[Start of section]

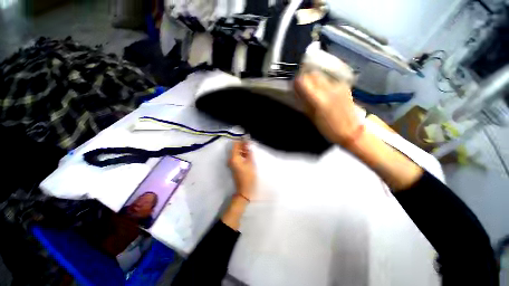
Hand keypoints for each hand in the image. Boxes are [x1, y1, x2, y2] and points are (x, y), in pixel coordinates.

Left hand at [228, 140, 255, 200]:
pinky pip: (236, 157)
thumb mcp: (250, 163)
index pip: (235, 144)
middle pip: (235, 148)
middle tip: (250, 145)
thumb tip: (248, 144)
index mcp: (234, 157)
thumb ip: (249, 152)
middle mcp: (230, 159)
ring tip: (250, 150)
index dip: (241, 141)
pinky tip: (248, 156)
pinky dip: (241, 155)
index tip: (248, 140)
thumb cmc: (248, 176)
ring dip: (242, 150)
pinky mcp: (233, 166)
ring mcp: (231, 163)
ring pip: (236, 152)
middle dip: (242, 145)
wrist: (244, 190)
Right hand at [294, 72, 361, 144]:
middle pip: (313, 74)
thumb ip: (304, 103)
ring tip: (313, 89)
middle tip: (302, 86)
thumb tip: (297, 92)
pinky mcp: (344, 86)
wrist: (351, 130)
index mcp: (319, 99)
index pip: (303, 81)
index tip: (294, 85)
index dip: (297, 82)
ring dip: (314, 80)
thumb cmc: (328, 128)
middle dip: (305, 78)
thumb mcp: (312, 118)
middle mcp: (329, 89)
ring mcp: (338, 86)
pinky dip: (323, 83)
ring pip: (321, 75)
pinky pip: (329, 80)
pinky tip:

[End of section]

• EXERCISE:
Count how many lines in the material above hold the word "thumb", then write the number and nothing more.

• ANSWER SECTION:
8